List of biggest box office bombs

The top eleven:

Film Year Total cost (production + marketing) (USD) Worldwide theater gross (USD) Net losses (USD) Net losses inflation adjusted (2011 USD)
Cutthroat Island 1995 115,000,000 18,517,322 96,482,678 139,028,052
The Alamo 2004 145,000,000[1] 25,820,000[1] 119,180,000 138,583,355
The Adventures of Pluto Nash 2002 120,000,000 7,103,973[2] 112,896,027[2] 137,830,376
Sahara 2005 241,000,000[3] 119,269,486 121,730,514 136,926,012
Mars Needs Moms 2011 175,000,000[4] 38,992,758 136,007,242 136,007,242
The 13th Warrior 1999 160,000,000 61,698,899 98,301,101 129,558,133
Town & Country 2001 105,000,000[5] 10,372,291 94,627,709 117,423,330
Speed Racer 2008 200,000,000[6] 93,945,766 106,054,254 108,259,603
Heaven’s Gate 1980 44,000,000* 3,484,331 40,515,669 107,987,063
Stealth 2005 170,800,000 76,932,872 93,867,128 105,584,468
Green Lantern 2011 325,000,000[7] 219,851,172 105,148,828 105,148,828

OUCH. Some of these surprised the hell out of me… I didn’t know that “The 13th Warrior” and “Stealth” were bombs, certainly not in the hundred-million-dollar range.

 Posted by at 7:36 pm

  8 Responses to “Box Office Bombs”

  1. Waitaminnit … No Waterworld?!

    (I see The Postman is #20. I takled with David Brin about the movie a couple of times, and he said that the script Costner used was the eighth version … and if you think that one was bad, you should have seen the other seven!)

  2. Hollywood accounting is (in)famously corrupt. Some amazingly profitable movies have “netted” nothing.

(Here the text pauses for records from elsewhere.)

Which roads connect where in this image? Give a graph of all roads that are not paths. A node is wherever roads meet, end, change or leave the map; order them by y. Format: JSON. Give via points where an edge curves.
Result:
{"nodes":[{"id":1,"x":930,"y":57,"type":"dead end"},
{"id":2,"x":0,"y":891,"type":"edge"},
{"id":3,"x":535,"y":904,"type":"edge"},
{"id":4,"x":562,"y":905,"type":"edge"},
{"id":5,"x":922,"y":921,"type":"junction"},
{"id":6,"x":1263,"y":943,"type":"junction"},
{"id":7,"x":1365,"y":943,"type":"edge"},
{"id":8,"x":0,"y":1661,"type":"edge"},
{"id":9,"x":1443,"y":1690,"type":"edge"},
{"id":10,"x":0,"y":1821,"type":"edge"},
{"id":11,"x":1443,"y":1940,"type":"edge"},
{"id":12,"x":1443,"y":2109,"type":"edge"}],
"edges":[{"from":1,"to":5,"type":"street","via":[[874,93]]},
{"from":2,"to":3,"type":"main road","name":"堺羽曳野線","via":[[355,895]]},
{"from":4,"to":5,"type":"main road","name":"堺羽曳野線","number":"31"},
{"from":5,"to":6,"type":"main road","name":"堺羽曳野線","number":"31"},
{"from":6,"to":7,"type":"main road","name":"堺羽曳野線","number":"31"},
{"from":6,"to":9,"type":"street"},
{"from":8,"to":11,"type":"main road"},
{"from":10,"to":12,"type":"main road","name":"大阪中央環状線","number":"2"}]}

    One article, among many:

    http://articles.orlandosentinel.com/1990-01-15/news/9001125160_1_gross-profit-net-profits-net-points

  3. The only real surprise is 13th Warrior. It was a pretty decent film. The only explanation I can think of is that it cost way more than it needed to.

    • > The only explanation I can think of is that it cost way more than it needed to.

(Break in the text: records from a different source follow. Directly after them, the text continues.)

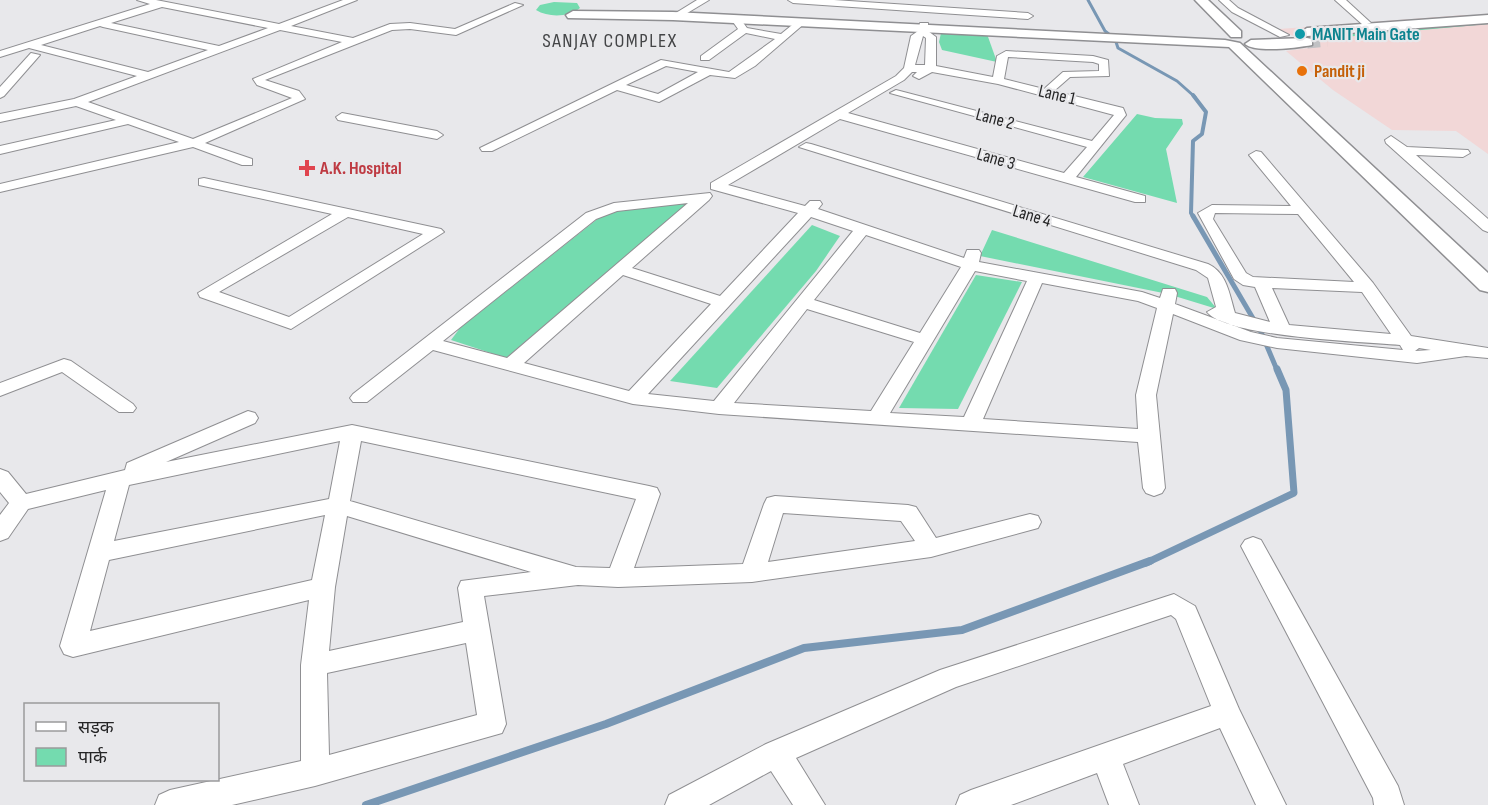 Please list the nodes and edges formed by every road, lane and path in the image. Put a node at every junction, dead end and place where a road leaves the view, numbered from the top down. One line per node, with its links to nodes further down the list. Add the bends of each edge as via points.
1 (142, 0): 11 (street)
2 (352, 0): 25 (street)
3 (704, 0): 17 (street)
4 (792, 0): 15 (street)
5 (893, 0): 15 (street)
6 (1188, 0): 30 (main road)
7 (1202, 0): 30 (main road)
8 (1224, 0): 28 (street, via 1235,10)
9 (1340, 0): 23 (street)
10 (1003, 3): 16 (street, via 1013,4)
11 (161, 4): 21 (street); 25 (street)
12 (923, 4): 15 (street); 16 (street)
13 (518, 5): 32 (street, via 456,32 390,27)
14 (585, 5): 17 (main road)
15 (882, 6)
16 (979, 12): 19 (street)
17 (679, 14): 18 (main road); 24 (main road); 27 (main road)
18 (573, 15)
19 (1028, 16)
20 (1488, 19): 30 (street)
21 (100, 23): 33 (street); 34 (street)
22 (800, 23): 24 (main road); 27 (main road); 29 (street)
23 (1366, 23)
24 (740, 25): 29 (street); 36 (street)
25 (278, 27): 32 (street); 34 (street)
26 (1488, 27): 31 (street)
27 (923, 29): 30 (main road); 37 (street, via 931,37); 38 (street, via 916,36)
28 (1287, 35): 30 (street)
29 (783, 37): 39 (street, via 731,76)
30 (1235, 40): 74 (main road); 79 (main road)
31 (1327, 40)
32 (352, 41): 54 (street, via 259,79 261,83 295,93 299,99)
33 (32, 50): 35 (street); 40 (street, via 61,53); 45 (street)
34 (219, 50): 40 (street)
35 (0, 55)
36 (705, 58)
37 (930, 68): 38 (street, Lane 1); 41 (street, Lane 1); 43 (street)
38 (909, 69): 47 (street)
39 (709, 71): 42 (street, via 665,62); 42 (street, via 659,98)
40 (152, 76): 46 (street)
41 (998, 81): 44 (street, Lane 1); 44 (street, via 1002,56 1006,54 1104,62 1105,74 1067,74)
42 (614, 85): 57 (street)
43 (896, 93): 50 (street); 55 (street, Lane 2)
44 (1046, 93): 55 (street, Lane 1, via 1119,111 1120,115)
45 (0, 94)
46 (77, 102): 49 (street); 51 (street)
47 (837, 114): 50 (street, Lane 3); 66 (street)
48 (342, 117): 52 (street)
49 (0, 118)
50 (853, 119): 56 (street); 64 (street, Lane 3)
51 (131, 120): 54 (street); 58 (street)
52 (437, 135)
53 (1391, 140): 59 (street)
54 (200, 145): 62 (street); 63 (street); 67 (street)
55 (1094, 145): 64 (street, Lane 1)
56 (806, 147): 66 (street); 84 (street, Lane 4, via 1202,267 1216,277)
57 (487, 148)
58 (0, 150)
59 (1405, 152): 60 (street); 72 (street)
60 (1462, 153)
61 (1256, 155): 70 (street)
62 (247, 162)
63 (85, 174)
64 (1067, 179): 68 (street, Lane 3)
65 (204, 182): 71 (street)
66 (725, 186): 69 (street); 76 (street); 88 (street, via 614,207 591,216)
67 (0, 188)
68 (1140, 199)
69 (812, 207): 73 (street); 75 (street); 82 (street)
70 (1301, 210): 78 (street, via 1212,209 1205,213 1240,276); 80 (street)
71 (348, 211): 71 (street, via 338,217 206,293 291,324 436,232)
72 (1488, 227)
73 (862, 230): 75 (street); 83 (street)
74 (1470, 243)
75 (971, 259): 77 (street); 81 (street, via 1065,268); 86 (street)
76 (620, 269): 82 (street); 92 (street)
77 (1037, 277): 81 (street); 100 (street)
78 (1261, 283): 80 (street); 85 (street)
79 (1488, 285)
80 (1367, 287): 87 (street)
81 (1169, 299): 84 (street); 84 (street); 102 (street, via 1146,395)
82 (722, 302): 95 (street)
83 (805, 303): 86 (street); 97 (street)
84 (1239, 325): 85 (street)
85 (1278, 333): 87 (street); 91 (street)
86 (925, 340): 98 (street)
87 (1405, 340): 89 (street); 91 (street)
88 (432, 344): 92 (street); 94 (street)
89 (1464, 351): 90 (street); 91 (street)
90 (1488, 353)
91 (1417, 357)
92 (510, 365): 95 (street)
93 (0, 390): 96 (street, via 64,365)
94 (360, 398)
95 (633, 398): 97 (street)
96 (126, 408)
97 (719, 408): 98 (street)
98 (877, 417): 100 (street)
99 (248, 418): 105 (street)
100 (971, 423): 102 (street)
101 (352, 432): 104 (street); 108 (street); 116 (street, via 649,494)
102 (1148, 436): 106 (street)
103 (0, 477): 107 (street)
104 (120, 479): 105 (street); 113 (street)
105 (93, 486): 107 (street)
106 (1154, 488)
107 (21, 503): 110 (street)
108 (337, 505): 113 (street); 115 (street); 117 (street)
109 (1030, 522): 112 (street)
110 (0, 532)
111 (1253, 546): 130 (street, via 1388,796)
112 (931, 548): 114 (street); 114 (street, via 908,513 775,504)
113 (101, 553): 117 (street, via 73,646)
114 (752, 573): 116 (street)
115 (578, 576): 116 (street); 118 (street, via 470,588)
116 (618, 578)
117 (323, 586): 119 (street)
118 (475, 630): 119 (street); 123 (street, via 492,724)
119 (314, 665): 123 (street)
120 (1227, 713): 121 (street, via 1186,613 1174,604 949,678); 122 (street); 129 (street)
121 (776, 753): 125 (street); 126 (street)
122 (1105, 755): 127 (street); 128 (street)
123 (315, 772): 124 (street)
124 (170, 805)
125 (680, 805)
126 (810, 805)
127 (971, 805)
128 (1124, 805)
129 (1271, 805)
130 (1389, 805)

      That, and I don’t recall it being advertised very well.

      Sometimes movie studios torpedo their own products. Look at “Idiocracy.”

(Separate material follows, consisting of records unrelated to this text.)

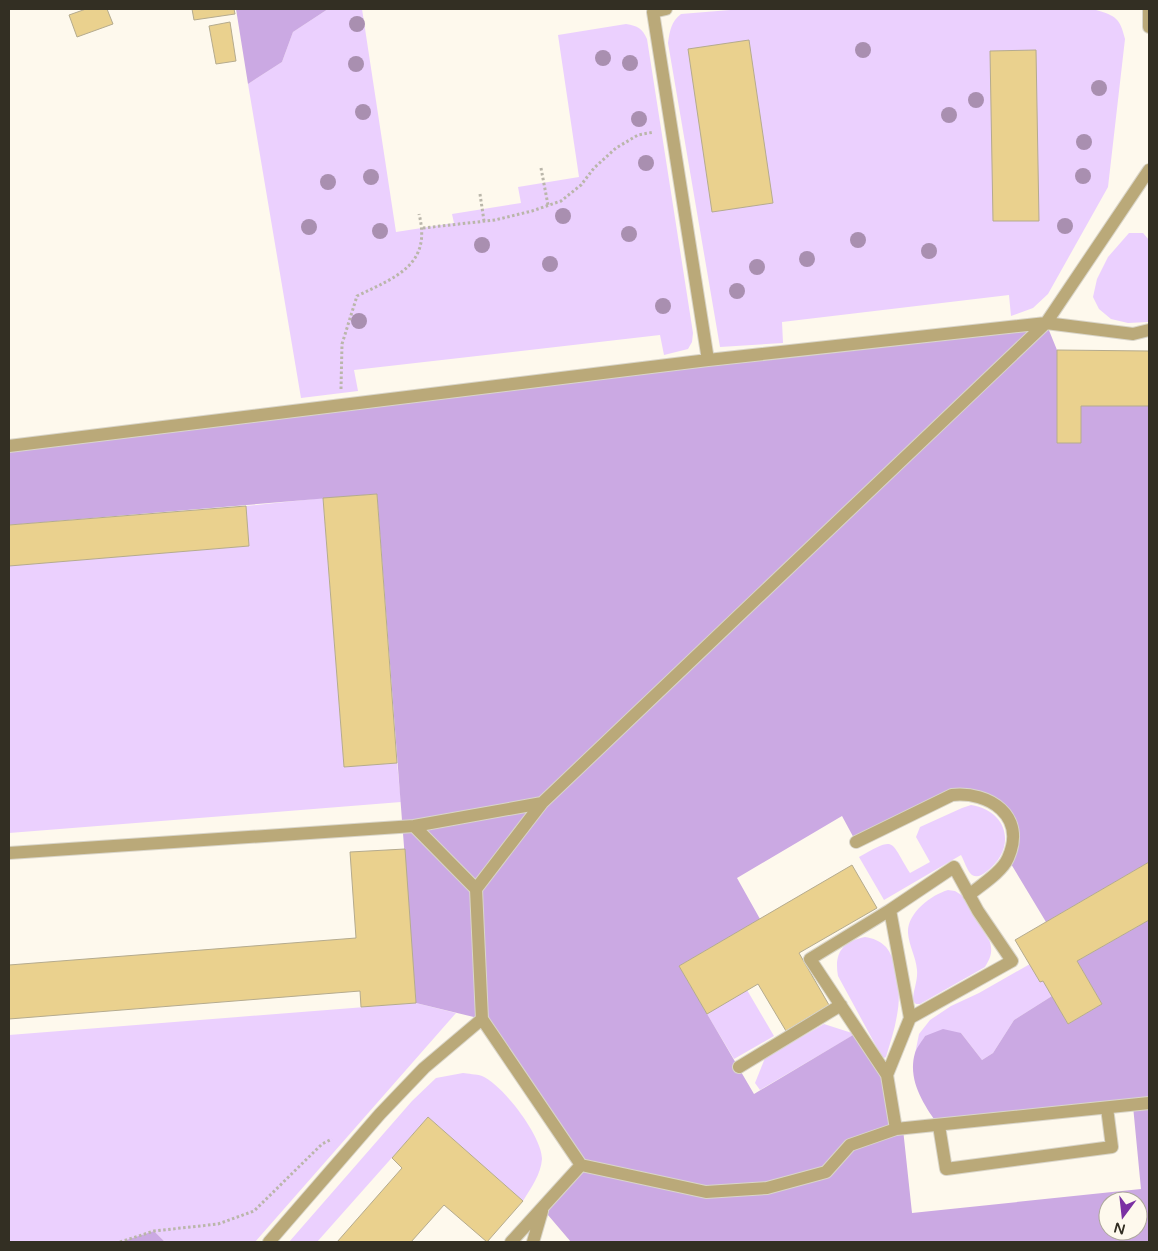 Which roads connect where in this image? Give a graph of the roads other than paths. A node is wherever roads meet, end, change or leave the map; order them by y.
1 (666, 9) edge
2 (1149, 9) edge
3 (1149, 27) edge
4 (1149, 170) edge
5 (1046, 323) junction
6 (1149, 330) edge
7 (708, 360) junction
8 (9, 446) edge
9 (542, 803) junction
10 (414, 826) junction
11 (856, 842) dead end
12 (9, 852) edge
13 (476, 889) junction
14 (969, 895) junction
15 (890, 910) junction
16 (841, 1006) junction
17 (910, 1018) junction
18 (482, 1019) junction
19 (739, 1067) dead end
20 (887, 1074) junction
21 (1149, 1103) edge
22 (1108, 1108) junction
23 (939, 1126) junction
24 (896, 1129) junction
25 (581, 1165) junction
26 (542, 1208) junction
27 (269, 1242) edge
28 (511, 1242) edge
29 (533, 1242) edge

1 - 7 lane
2 - 3 lane
4 - 5 lane
5 - 6 lane
5 - 7 lane
5 - 9 lane
7 - 8 lane
9 - 10 lane
9 - 13 lane
10 - 12 lane
10 - 13 lane
11 - 14 lane
13 - 18 lane
14 - 15 lane
14 - 17 lane
15 - 16 lane
15 - 17 lane
16 - 19 lane
16 - 20 lane
17 - 20 lane
18 - 25 lane
18 - 27 lane
20 - 24 lane
21 - 22 lane
22 - 23 lane
22 - 23 lane
23 - 24 lane
24 - 25 lane
25 - 26 lane
26 - 28 lane
26 - 29 lane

  4. you forgot the 2011 movie “Creature”
    cost $3,000,000 (estimated) box office $508,714 US dollar

    • That’s small taters… a loss of only $2.5 million or so. Doesn’t even come close.

      I suspect there are a *vast* number of movies that have lost a few million. It’s something special that loses a hundred million.

      Still, add up the top hundred bombs, and they still don’t come close to the sort of financial disaster that the US FedGuv cranks out damn near weekly.